Again, I’m not excusing these devices for being a privacy nightmare, but I just think it’s extremely implausible that Alexa, Siri, Google, etc. are always listening and nobody has discovered a device uploading.
The real privacy nightmare is that recording your conversations is completely unnecessary to build a richly detailed profile of you and your contacts. Regular old device / browser fingerprinting and a few people in your group sharing contacts with apps is enough for that, and it’s not a top secret conspiracy.
Per that article, it only happens when it thinks it's been activated, and only when you opt in. Not much of a bombshell.
Emphasis on "when it thinks". Not much point to a privacy control that the device can just ignore for unspecified reasons, and they had 150+ instances of that occurring in this data set.
~150 inadvertent activations is pretty low for the number of devices times however many years it spans.
From the linked article
15% of the recordings these reporters listened to were "inadvertant." I'd say that's pretty high.
Argument from ignorance
It's better to be safe than sorry is all I'm saying.
Edit: There's also this.
There is no argument from ignorance fallacy in what I said. I am not claiming these devices never send audio without you wanting because there’s no evidence to the contrary.
However, the idea that everyone’s microphones are always listening, and that’s why you saw an ad for whatever after talking to your friend, yet not a single person has observed a device uploading this kind of data, nor has anyone ever leaked any kind of information on this supposed system, is extremely unlikely to be true in my opinion.
They don’t need microphones to do this. Regular tracking is plenty to do a good job at suggesting you a highly relevant ad, and frequency illusion does the rest. You’re not noticing the thousand times you see ads that are irrelevant to whatever you were talking about, but the one time you do notice really sticks out.
Frankly there are plenty of more concerning ways of violating our privacy that are out in the open that I believe are a much higher priority than mics always recording, of which there is no evidence for.
Stating that you don't think that it's possible is irrelevant. It's either happening or it isn't. True or false. P or ¬P.
Is an argument from ignorance. Not trying to be rude, but this is basic logic.
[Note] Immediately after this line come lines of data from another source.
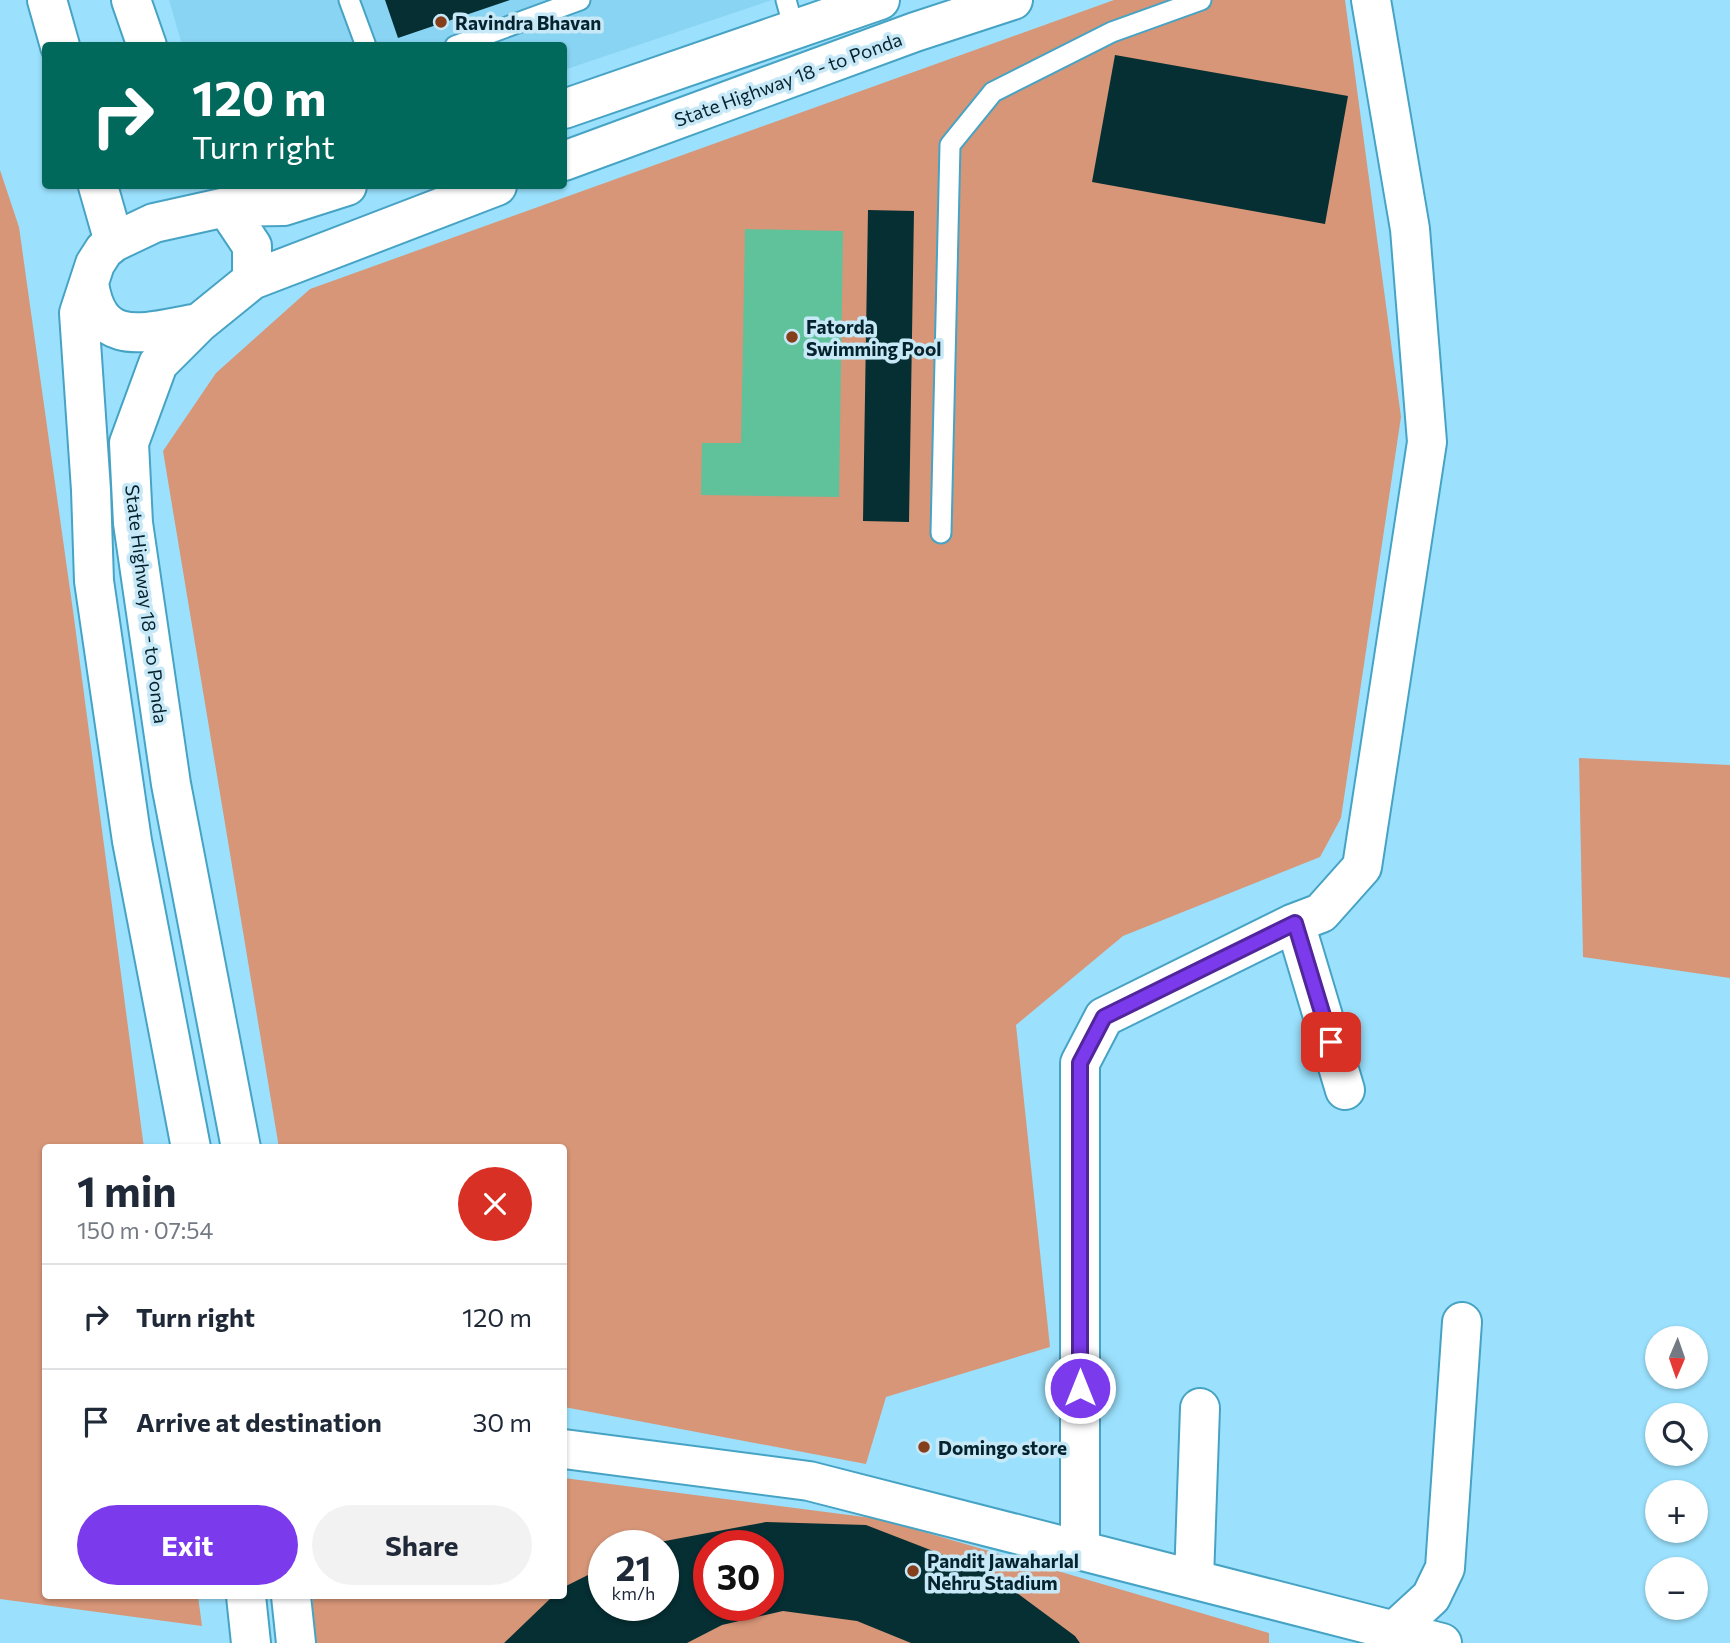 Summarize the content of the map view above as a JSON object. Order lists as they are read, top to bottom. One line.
{"streets":{"main road":["State Highway 18 - to Ponda"]},"places":["Ravindra Bhavan","Fatorda Swimming Pool","Domingo store","Pandit Jawaharlal Nehru Stadium"],"north":"bottom","page":{"turn":["120 m","Turn right"],"heading":["1 min","150 m · 07:54"],"list":[{"name":"Turn right","value":"120 m"},{"name":"Arrive at destination","value":"30 m"}],"map_buttons":["+","−"],"buttons":["Exit","Share"],"speed":"21 km/h","limit":"30"}} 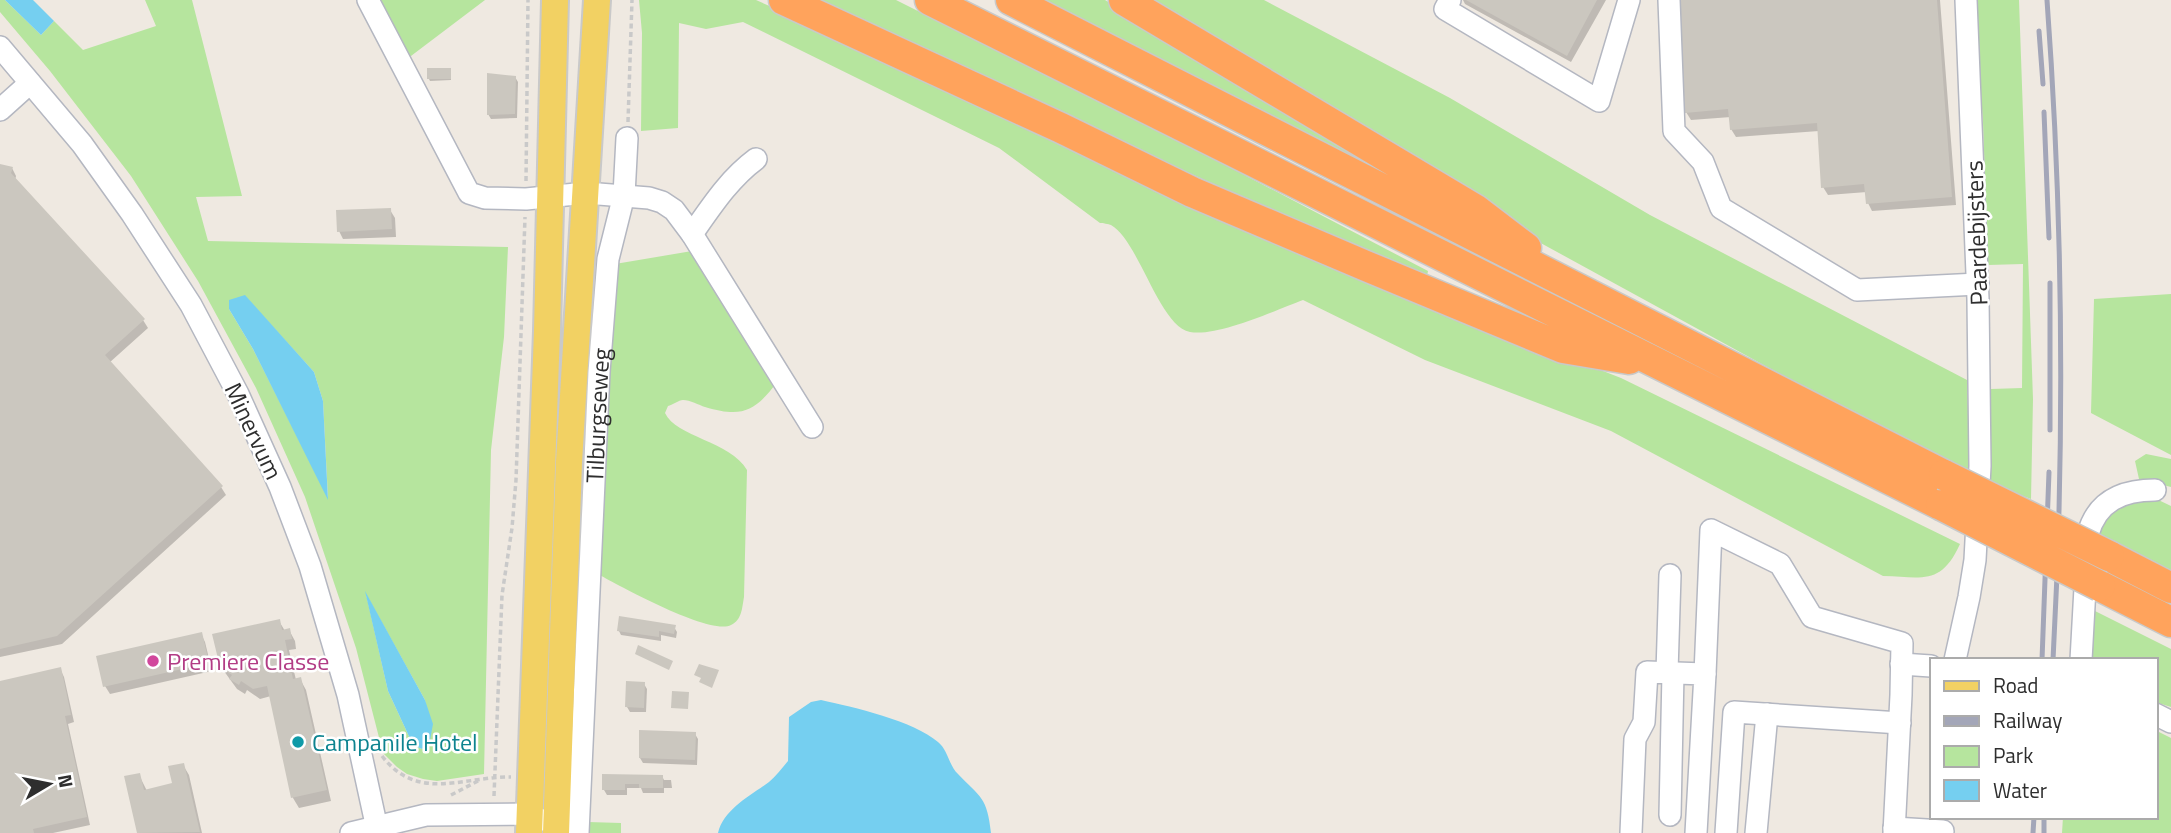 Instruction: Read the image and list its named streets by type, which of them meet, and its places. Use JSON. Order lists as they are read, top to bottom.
{
  "streets": {
    "main road": ["Tilburgseweg"],
    "street": ["Paardebijsters", "Minervum"]
  },
  "places": ["Premiere Classe", "Campanile Hotel"],
  "legend": [
    "Road",
    "Railway",
    "Park",
    "Water"
  ],
  "north": "right"
}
Well, offer some proof that it’s happening then. I’ve not seen any proof that people’s mics are always listening and uploading their conversations somewhere to serve them ads, or whatever other conspiracy is commonly claimed.
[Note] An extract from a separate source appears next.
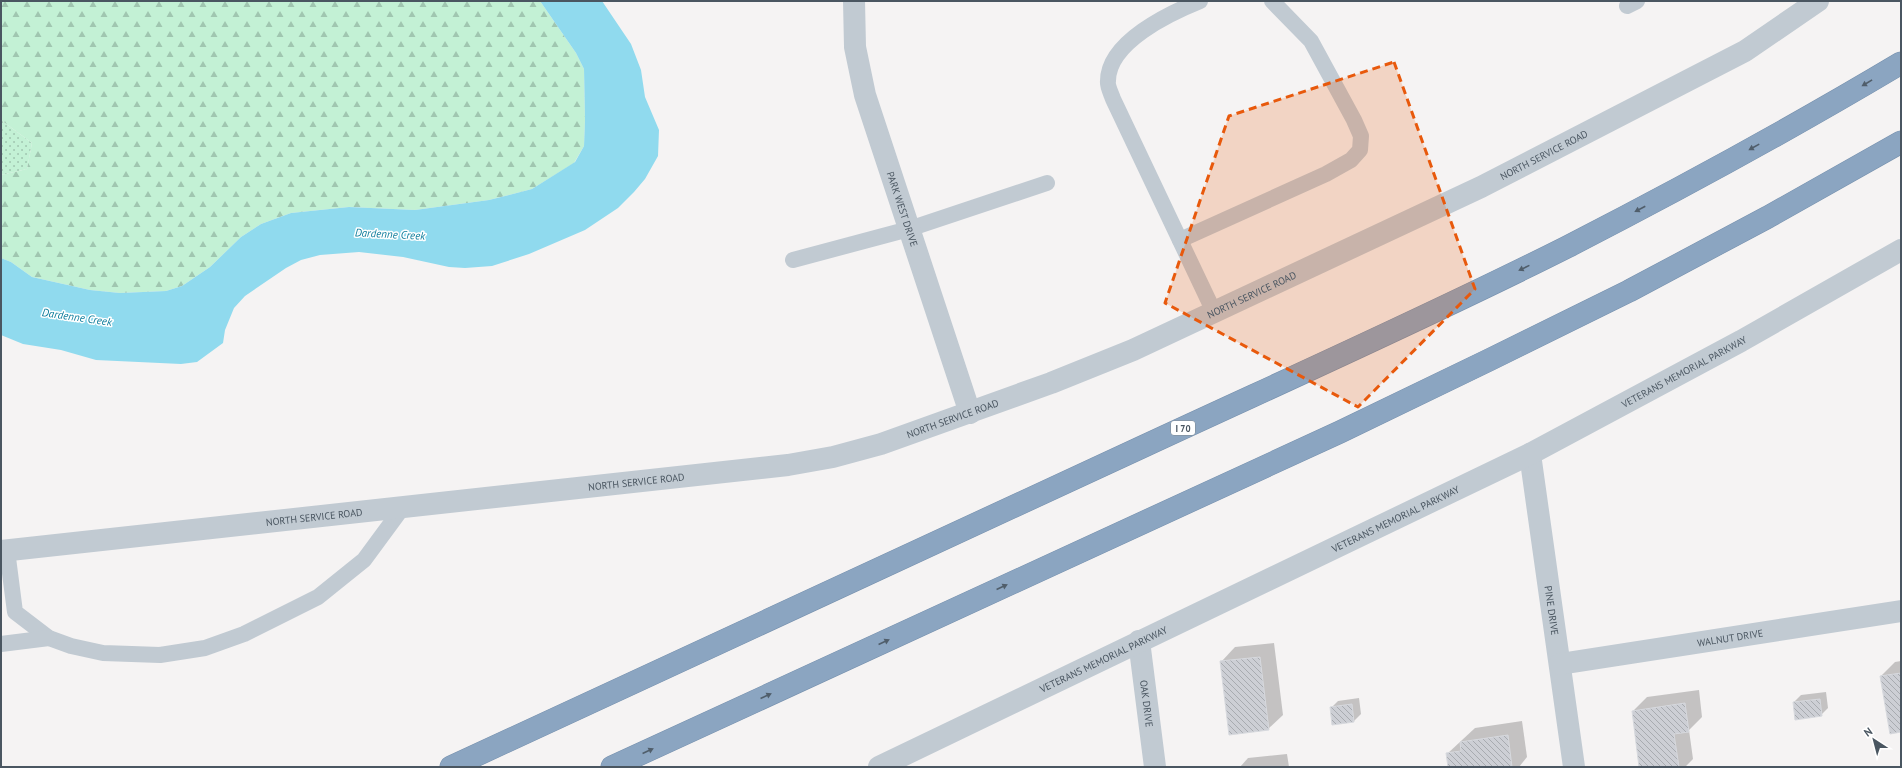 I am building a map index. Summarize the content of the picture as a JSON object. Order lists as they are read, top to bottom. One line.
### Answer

Why don’t you flex your understanding of logic on the person you initially responded to, who said:
Where’s the evidence for that claim?
See my previous post...
Also 3 separate cases have been posted above. Just continue ignoring those, I guess.
Yeah I read those, that’s not what I’m talking about. Bye ✌️
Mad.
Edit: They've edited both of their previous posts to re-frame the argument after the fact and removed a personal attack. Classy.
Do you own a smartphone?
Yeah, but it's rooted and running a custom ROM ;)
Because if they would publish it, the other security experts would say "well, duh, that's how it works".
It is just the average people that are unaware of it, or don't seem to care.
I mean... I 100% agree, and yet you and I and everyone reading this are carrying around a phone that can do the exact same shit
I am not, thank you very much. Even if I was, you can simply disable the wake word. And you can go into your account (if you have one) and see/listen to any recordings it has made to verify that it has stopped listening.
This is why jailbreaking/rooting your phone is so important.